§ **Brief**
From the entries below, return exactly the lines beginning at the one that contains "Turn all roads" and ending at the one that contains "Road topology of", both of them included, and only those lines.

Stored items
.....

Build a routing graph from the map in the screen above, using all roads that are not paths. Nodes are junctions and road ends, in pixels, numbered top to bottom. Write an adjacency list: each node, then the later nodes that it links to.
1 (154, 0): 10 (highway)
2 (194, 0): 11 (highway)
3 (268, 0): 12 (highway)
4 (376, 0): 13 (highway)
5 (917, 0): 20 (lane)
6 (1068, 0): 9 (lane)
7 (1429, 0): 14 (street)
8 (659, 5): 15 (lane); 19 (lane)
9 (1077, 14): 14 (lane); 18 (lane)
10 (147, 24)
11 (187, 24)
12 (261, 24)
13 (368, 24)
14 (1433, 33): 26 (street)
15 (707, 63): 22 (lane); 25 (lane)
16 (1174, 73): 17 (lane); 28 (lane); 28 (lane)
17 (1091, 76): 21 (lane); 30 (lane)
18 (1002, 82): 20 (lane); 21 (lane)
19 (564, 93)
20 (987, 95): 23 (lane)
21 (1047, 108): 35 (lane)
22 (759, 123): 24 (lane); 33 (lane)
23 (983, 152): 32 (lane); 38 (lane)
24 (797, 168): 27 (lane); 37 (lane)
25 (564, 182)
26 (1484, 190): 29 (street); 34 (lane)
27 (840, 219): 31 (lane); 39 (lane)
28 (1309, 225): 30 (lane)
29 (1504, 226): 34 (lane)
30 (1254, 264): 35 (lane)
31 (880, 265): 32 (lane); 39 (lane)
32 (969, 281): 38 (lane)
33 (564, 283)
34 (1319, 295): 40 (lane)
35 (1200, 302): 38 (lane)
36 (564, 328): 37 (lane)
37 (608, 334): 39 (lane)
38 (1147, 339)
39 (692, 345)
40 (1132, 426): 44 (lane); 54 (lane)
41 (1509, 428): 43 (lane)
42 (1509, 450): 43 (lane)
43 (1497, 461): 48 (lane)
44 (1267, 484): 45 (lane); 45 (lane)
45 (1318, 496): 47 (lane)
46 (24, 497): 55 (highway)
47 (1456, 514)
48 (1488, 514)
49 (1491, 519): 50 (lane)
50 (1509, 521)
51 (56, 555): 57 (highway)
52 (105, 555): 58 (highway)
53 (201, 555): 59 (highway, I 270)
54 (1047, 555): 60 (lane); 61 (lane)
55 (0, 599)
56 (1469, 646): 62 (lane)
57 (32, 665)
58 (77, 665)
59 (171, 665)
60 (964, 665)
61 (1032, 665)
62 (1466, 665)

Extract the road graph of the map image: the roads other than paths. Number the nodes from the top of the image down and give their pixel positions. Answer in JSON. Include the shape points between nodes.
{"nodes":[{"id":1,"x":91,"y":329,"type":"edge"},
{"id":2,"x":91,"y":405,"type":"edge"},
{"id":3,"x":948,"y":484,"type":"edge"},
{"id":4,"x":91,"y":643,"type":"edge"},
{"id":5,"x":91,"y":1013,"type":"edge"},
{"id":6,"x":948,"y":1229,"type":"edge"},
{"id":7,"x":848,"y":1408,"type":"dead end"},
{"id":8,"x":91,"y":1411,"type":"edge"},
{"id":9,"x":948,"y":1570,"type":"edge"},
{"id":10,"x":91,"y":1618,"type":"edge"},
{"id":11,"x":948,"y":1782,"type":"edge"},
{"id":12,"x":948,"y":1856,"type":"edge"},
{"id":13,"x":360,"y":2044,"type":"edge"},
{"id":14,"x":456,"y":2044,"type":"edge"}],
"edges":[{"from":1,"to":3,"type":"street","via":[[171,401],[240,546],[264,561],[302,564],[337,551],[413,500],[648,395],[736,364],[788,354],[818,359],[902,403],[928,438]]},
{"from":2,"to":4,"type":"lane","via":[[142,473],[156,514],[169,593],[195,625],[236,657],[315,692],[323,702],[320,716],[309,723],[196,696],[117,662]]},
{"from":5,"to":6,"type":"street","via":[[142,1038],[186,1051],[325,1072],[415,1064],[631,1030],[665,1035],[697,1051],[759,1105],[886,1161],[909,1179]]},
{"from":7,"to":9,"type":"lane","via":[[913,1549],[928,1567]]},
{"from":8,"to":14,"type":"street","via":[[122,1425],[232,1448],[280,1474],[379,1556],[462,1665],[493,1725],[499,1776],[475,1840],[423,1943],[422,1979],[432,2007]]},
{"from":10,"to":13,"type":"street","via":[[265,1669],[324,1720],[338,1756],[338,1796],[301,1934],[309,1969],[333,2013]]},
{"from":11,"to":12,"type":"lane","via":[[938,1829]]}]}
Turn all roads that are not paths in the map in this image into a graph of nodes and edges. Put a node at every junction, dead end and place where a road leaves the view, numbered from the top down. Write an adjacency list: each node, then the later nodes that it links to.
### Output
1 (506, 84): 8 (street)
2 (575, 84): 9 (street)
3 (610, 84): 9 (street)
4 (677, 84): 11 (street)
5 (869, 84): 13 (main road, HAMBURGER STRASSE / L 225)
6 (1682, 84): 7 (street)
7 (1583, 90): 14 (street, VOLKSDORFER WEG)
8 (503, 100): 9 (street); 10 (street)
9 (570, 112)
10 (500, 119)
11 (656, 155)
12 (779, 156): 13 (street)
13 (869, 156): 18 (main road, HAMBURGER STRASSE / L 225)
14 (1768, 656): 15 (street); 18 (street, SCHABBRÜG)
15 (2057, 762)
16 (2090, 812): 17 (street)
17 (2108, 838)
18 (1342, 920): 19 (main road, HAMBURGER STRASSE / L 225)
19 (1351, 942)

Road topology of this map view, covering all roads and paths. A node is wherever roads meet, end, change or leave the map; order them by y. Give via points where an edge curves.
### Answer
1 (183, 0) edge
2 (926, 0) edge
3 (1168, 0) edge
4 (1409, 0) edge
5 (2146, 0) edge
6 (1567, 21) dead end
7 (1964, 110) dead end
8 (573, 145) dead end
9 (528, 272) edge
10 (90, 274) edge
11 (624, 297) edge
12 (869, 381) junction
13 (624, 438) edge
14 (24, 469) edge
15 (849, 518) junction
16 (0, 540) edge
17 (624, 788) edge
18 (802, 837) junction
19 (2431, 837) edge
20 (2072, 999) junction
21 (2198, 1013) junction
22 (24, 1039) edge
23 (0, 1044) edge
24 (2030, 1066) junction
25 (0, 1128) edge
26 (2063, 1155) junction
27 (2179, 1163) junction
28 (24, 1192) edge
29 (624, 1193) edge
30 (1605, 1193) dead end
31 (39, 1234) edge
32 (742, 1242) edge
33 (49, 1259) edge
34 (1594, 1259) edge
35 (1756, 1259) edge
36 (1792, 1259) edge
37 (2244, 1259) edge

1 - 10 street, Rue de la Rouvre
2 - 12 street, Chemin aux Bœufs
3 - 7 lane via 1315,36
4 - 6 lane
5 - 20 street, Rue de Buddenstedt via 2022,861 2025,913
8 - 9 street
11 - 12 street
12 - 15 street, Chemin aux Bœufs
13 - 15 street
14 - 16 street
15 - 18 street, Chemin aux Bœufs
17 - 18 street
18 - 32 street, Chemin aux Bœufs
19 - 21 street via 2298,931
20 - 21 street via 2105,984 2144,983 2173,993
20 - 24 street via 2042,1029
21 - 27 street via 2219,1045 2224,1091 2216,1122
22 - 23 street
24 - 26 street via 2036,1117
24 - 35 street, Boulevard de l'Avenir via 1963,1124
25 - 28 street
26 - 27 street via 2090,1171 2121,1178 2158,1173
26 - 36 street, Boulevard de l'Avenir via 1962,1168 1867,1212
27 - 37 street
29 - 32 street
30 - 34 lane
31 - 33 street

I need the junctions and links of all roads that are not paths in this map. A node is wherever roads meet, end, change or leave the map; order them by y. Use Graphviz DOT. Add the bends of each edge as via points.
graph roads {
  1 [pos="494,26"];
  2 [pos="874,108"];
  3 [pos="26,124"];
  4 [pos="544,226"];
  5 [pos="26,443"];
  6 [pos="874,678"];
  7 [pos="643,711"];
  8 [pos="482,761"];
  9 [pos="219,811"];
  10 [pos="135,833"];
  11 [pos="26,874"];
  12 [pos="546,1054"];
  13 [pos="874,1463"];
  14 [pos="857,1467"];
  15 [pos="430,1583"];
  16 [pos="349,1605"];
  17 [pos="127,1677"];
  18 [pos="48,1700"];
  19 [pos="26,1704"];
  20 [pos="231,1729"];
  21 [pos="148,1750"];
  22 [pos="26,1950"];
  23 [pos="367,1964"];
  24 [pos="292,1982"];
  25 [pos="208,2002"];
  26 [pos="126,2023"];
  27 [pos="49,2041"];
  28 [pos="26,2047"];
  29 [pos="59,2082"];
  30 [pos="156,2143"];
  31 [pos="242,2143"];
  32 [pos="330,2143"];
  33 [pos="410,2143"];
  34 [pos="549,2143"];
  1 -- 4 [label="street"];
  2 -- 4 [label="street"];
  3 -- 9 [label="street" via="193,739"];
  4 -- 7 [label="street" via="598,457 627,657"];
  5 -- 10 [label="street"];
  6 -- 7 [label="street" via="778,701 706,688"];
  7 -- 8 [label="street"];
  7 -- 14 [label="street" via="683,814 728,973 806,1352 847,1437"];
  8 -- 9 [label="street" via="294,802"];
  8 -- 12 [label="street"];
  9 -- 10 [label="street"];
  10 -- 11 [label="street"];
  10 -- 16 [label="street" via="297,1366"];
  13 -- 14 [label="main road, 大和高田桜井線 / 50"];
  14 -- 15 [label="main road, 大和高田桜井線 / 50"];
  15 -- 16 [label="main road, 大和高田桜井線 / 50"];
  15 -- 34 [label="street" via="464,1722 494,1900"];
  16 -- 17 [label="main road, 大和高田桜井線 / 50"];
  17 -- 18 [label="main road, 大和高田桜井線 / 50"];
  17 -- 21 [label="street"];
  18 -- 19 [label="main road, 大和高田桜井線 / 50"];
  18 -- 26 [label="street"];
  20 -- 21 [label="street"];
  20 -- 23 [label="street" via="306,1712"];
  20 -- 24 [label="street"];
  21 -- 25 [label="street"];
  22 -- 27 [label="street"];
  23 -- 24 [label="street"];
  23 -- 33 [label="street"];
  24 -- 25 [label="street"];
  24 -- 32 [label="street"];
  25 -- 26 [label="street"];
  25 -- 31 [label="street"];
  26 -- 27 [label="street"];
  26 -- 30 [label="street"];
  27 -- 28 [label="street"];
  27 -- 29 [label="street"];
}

.....

§ **Response to this exercise**
Turn all roads that are not paths in the map in this image into a graph of nodes and edges. Put a node at every junction, dead end and place where a road leaves the view, numbered from the top down. Write an adjacency list: each node, then the later nodes that it links to.
### Output
1 (506, 84): 8 (street)
2 (575, 84): 9 (street)
3 (610, 84): 9 (street)
4 (677, 84): 11 (street)
5 (869, 84): 13 (main road, HAMBURGER STRASSE / L 225)
6 (1682, 84): 7 (street)
7 (1583, 90): 14 (street, VOLKSDORFER WEG)
8 (503, 100): 9 (street); 10 (street)
9 (570, 112)
10 (500, 119)
11 (656, 155)
12 (779, 156): 13 (street)
13 (869, 156): 18 (main road, HAMBURGER STRASSE / L 225)
14 (1768, 656): 15 (street); 18 (street, SCHABBRÜG)
15 (2057, 762)
16 (2090, 812): 17 (street)
17 (2108, 838)
18 (1342, 920): 19 (main road, HAMBURGER STRASSE / L 225)
19 (1351, 942)

Road topology of this map view, covering all roads and paths. A node is wherever roads meet, end, change or leave the map; order them by y. Give via points where an edge curves.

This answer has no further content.